*What you will do*: Return all lines of the records that contain the word "graph".

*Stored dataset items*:
━━━━━━

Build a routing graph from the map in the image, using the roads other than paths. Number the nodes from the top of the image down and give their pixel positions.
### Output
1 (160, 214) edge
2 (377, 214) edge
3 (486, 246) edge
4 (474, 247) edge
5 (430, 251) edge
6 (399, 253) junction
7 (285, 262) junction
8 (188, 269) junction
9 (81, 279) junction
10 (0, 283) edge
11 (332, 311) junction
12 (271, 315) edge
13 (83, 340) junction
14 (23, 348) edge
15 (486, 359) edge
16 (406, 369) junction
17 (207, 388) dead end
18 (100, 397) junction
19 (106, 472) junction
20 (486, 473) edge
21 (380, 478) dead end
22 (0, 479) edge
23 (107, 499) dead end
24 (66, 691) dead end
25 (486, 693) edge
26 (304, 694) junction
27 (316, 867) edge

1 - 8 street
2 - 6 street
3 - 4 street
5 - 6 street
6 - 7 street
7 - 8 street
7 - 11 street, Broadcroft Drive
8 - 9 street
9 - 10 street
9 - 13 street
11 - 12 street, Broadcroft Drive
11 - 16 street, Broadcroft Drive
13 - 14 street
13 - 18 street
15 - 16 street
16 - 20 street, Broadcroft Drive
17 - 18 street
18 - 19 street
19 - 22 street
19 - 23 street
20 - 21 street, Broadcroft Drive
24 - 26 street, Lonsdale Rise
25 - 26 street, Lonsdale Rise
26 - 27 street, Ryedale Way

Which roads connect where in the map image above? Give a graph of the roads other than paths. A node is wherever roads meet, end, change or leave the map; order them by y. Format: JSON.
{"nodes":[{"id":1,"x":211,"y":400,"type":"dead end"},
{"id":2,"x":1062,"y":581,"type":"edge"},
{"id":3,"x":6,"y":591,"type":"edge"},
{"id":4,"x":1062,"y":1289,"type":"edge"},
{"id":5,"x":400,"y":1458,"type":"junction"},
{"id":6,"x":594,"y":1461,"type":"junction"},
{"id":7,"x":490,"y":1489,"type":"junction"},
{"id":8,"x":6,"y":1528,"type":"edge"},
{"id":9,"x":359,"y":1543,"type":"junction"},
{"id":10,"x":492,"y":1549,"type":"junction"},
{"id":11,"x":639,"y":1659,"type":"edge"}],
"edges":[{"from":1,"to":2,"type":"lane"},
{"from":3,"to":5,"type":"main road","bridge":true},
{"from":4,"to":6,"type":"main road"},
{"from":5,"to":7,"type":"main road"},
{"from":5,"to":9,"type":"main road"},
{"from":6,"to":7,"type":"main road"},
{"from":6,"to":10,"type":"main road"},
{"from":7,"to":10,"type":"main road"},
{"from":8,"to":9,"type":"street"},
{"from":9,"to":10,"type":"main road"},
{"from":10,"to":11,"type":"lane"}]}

━━━━━━

*Output for this exercise*:
Build a routing graph from the map in the image, using the roads other than paths. Number the nodes from the top of the image down and give their pixel positions.
Which roads connect where in the map image above? Give a graph of the roads other than paths. A node is wherever roads meet, end, change or leave the map; order them by y. Format: JSON.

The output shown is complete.